After introducing how Halloween came to be, Morton traces it’s progression from a Celtic holiday, which included bobbing for apples and carving turnips…pumpkins were an American addition to the holiday. And Samhain wasn’t just a chance to visit with the ancestors, this was also the time when fairies, pookas, and witches roamed the land.
I feel like it should be clarified here that witches are not JUST a Christian belief. If you recall from last weeks book, Art of the Grimoire, there’s a LONG history of witches with civilization. Halloween made the leap to America with the enormous influx of Irish immigrants that came about as a result of the potato famine in the mid-19th century.

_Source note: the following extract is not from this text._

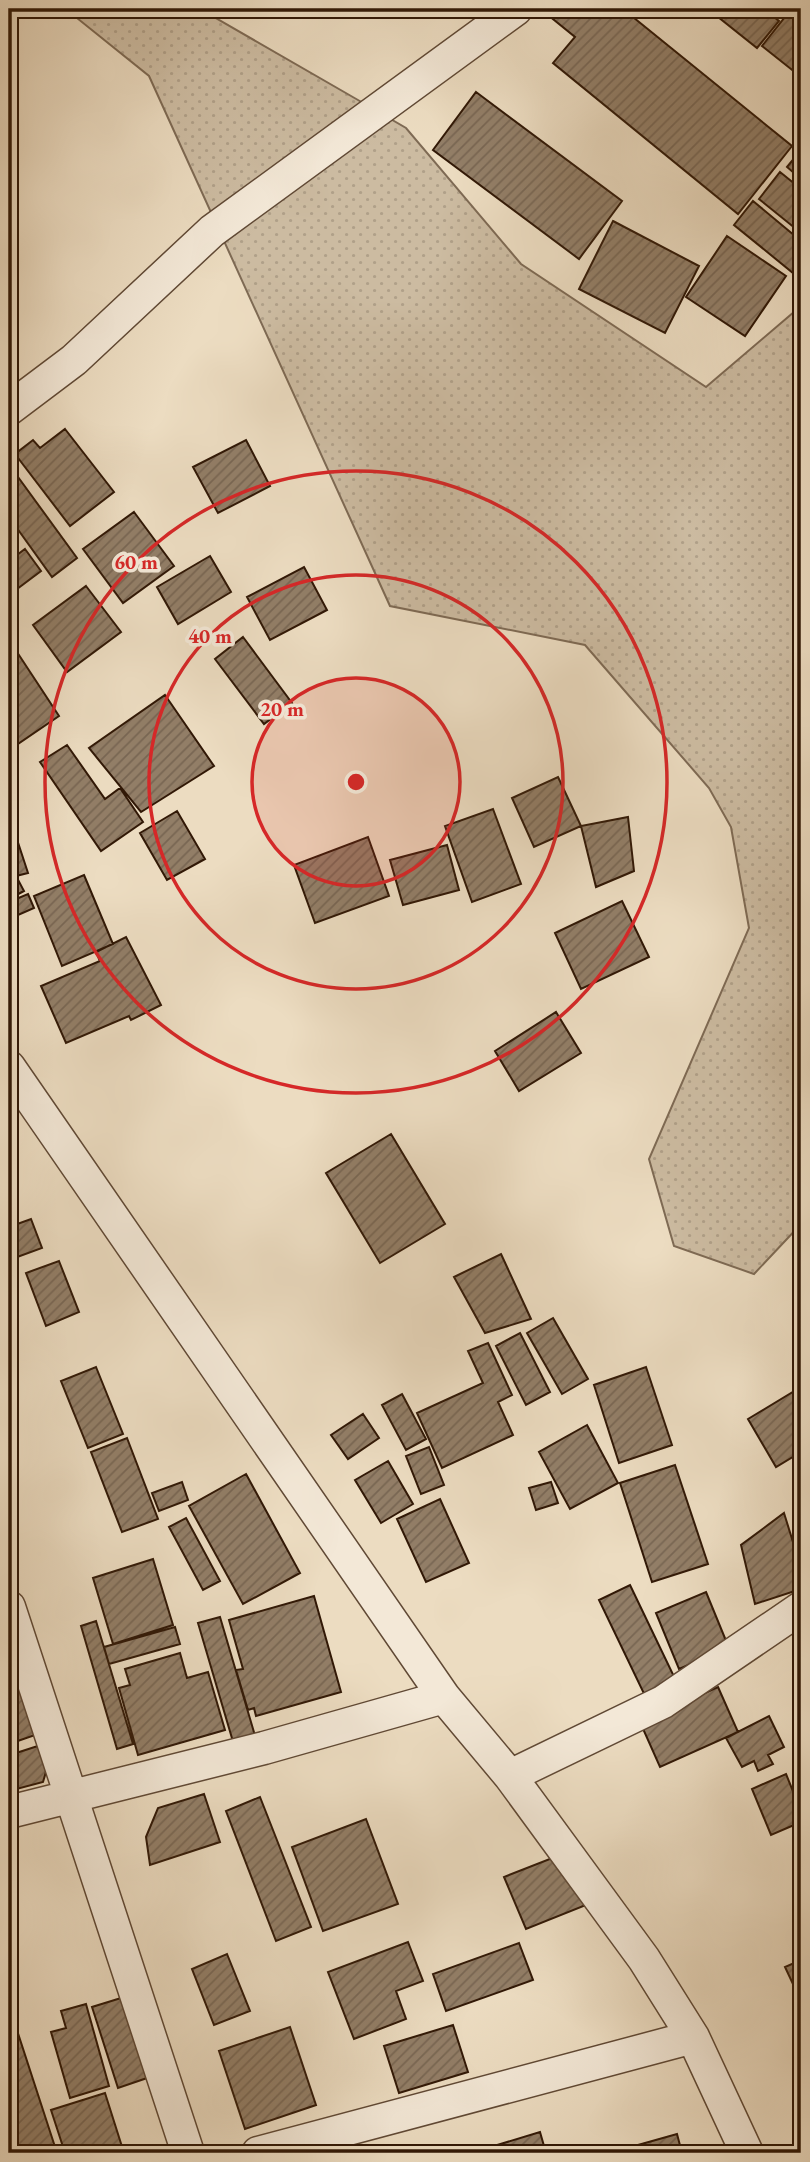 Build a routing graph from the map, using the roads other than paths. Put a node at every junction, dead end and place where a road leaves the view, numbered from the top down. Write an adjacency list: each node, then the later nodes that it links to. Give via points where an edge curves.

If you recall from the book I read in April, The Immortal Irishman, the potato famine was between 1845 and 1852. It would take another 100 years before Trick or Treat really became a thing anywhere.

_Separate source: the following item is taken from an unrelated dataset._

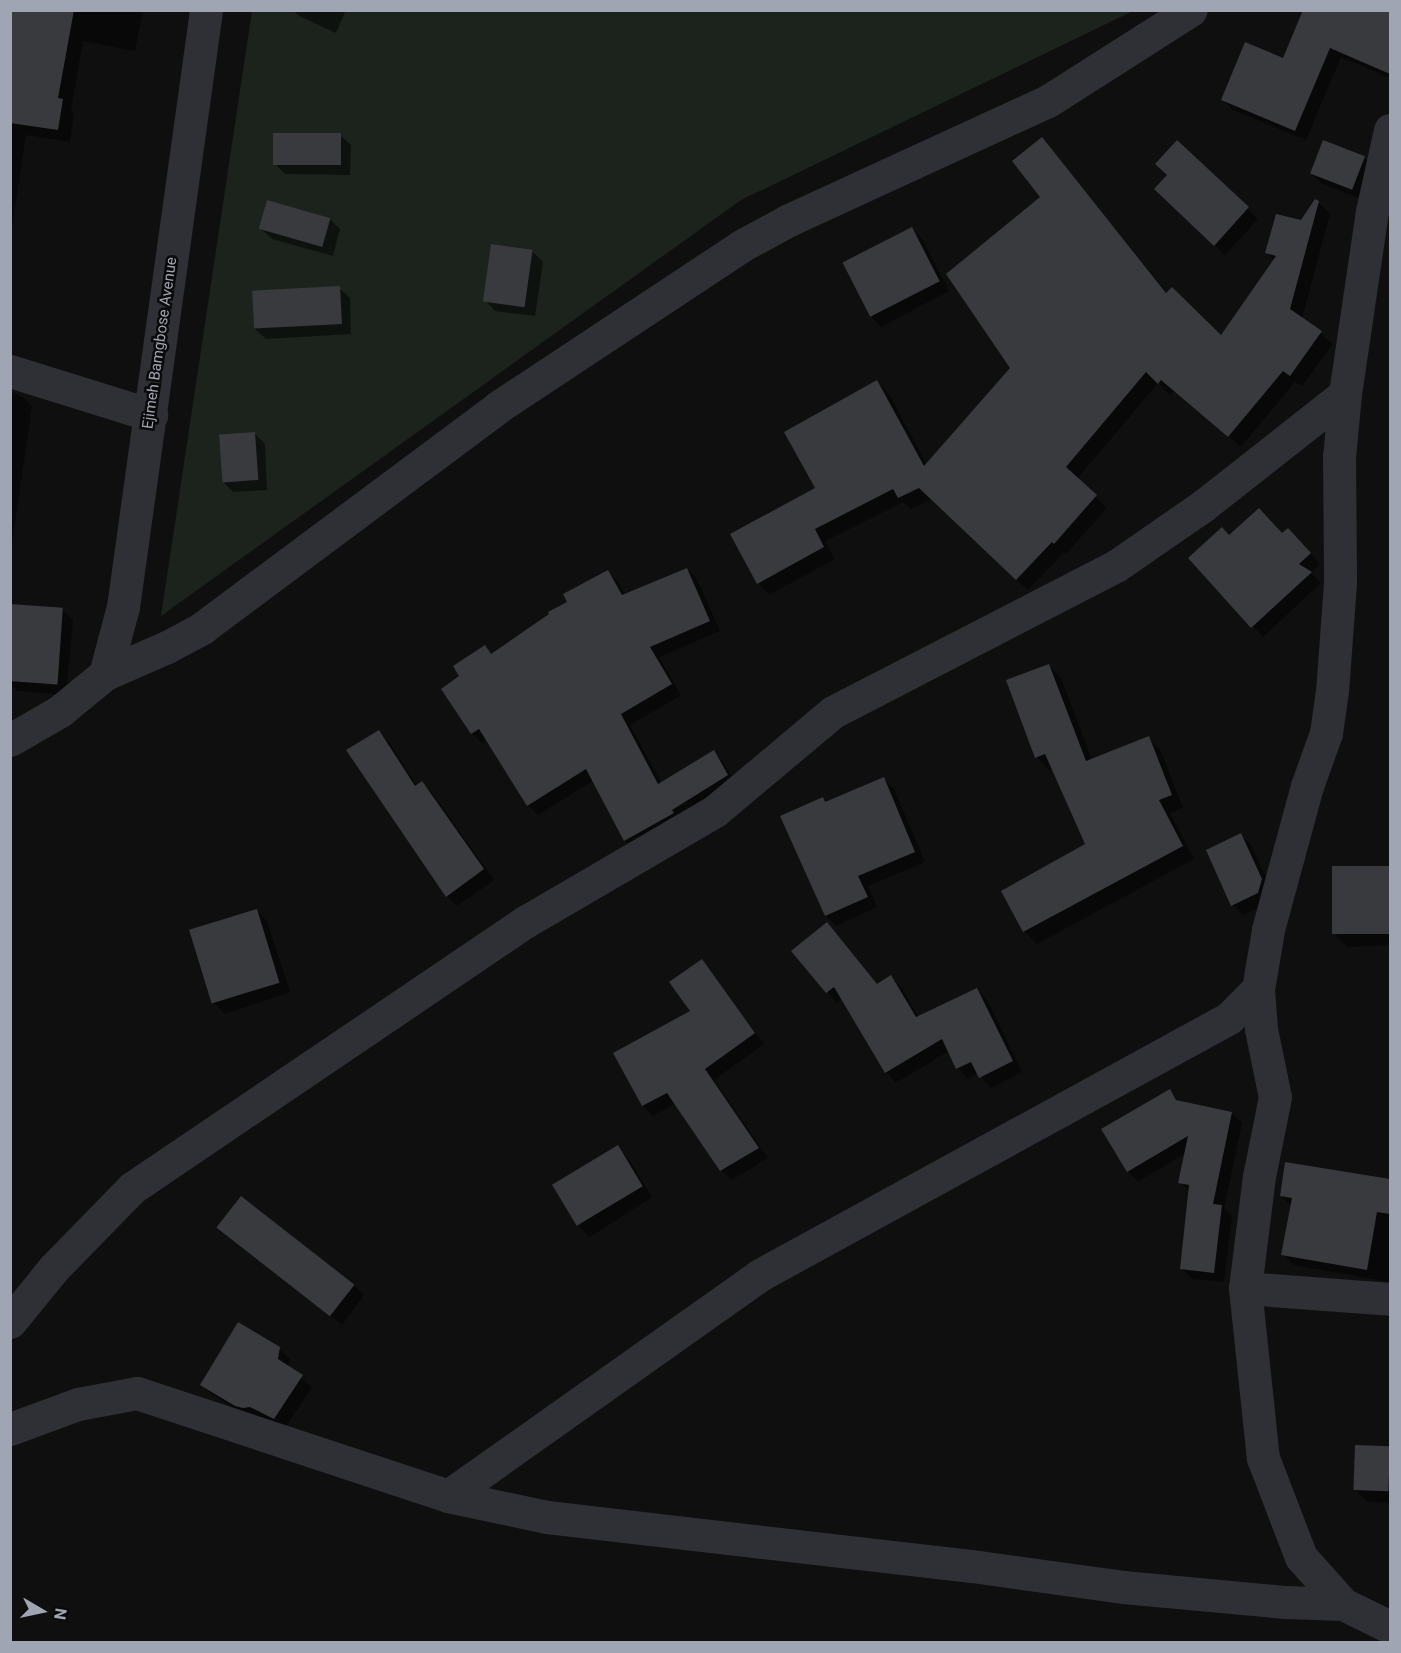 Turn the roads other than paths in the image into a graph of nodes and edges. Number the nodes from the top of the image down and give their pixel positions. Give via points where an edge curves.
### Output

Initially, Halloween was local get togethers. Magazines started printing stories of what Halloween was and what kind of games you might have during a Halloween party, including bobbing for apples. Decorations might include carved pumpkins. Eventually, Halloween became a night of mischief and mayhem for the youth of America as they would pull pranks. Pranks like….removing all the gates from the houses in a neighborhood. This was annoying and might result in loose livestock, but not dangerous or harmful. Until it was, and you get things like Devil’s Night, Goosey Night, Mischief Night, Cabbage Night, Damage Night. And as they do, parents became concerned. I mean, 120 years ago, parents actually cared if they were raising delinquents and good moral people.

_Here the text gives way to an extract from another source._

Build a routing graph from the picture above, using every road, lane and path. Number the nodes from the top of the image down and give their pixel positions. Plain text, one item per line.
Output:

Ok, enough of the soap box and high horse. As the mischief nights got more…rambunctious…society started looking for ways to reign it in, and first, costume parties, then eventually…Trick or Treat. Which first made it’s appearance around I believe she said World War 2. No joke. It is not as old as we all thought.
And it keeps on keeping on as the boomers who grew up with it and loved it and had good memories, wanted those memories for their kids, and so Gen X grew up with it, and passed it on.
Halloween festivities have spread, with mixed success, across the northern hemisphere. And is virtually unheard of south of the Equator.
Morton builds the history of this holiday, from Summers End festival to global juggernaut, and includes branches of the festival like year round haunted houses, commercialization in theme parks, Hollywood’s contributions to Halloween, and where things were as of 2012 when this book was published. And it has continued to grow in the decade since publication, as I just saw an Instagram reel yesterday showing a massive parade in Ireland…where Halloween started.
This book was not bad. A little repetitive with the second and sixth chapters. I do love how she mentions the books….yes, BOOKS, that contributed to the overall iconography of Halloween in the 19th century, those books being The Legend of Sleepy Hollow by Washington Irving, Black Cat by Edgar Allen Poe, and Young Goodman Browne by Nathanial Hawthorn, which gave us pumpkins, black cats, and witches as the overarching theme of horror for Halloween. And as she points out, what’s interesting about this, is that NONE of these books are explicitly set at Halloween. They are set, at most, the Autumn of the year, with no specific mention to Halloween, All Saints Day, or even October. And yet all three have come to be representative of this particular holiday.
It does cover a lot of religious crossover, which is fair, since at heart it was religion that created this event. I do love how she devoted an entire chapter to Dias de los Meurtos, which often gets conflated with Halloween, but is very much it’s own festival. The two may play well together, but they are separate events.
There was some good history here, and the book is well researched and well presented, but a little repetitive in parts.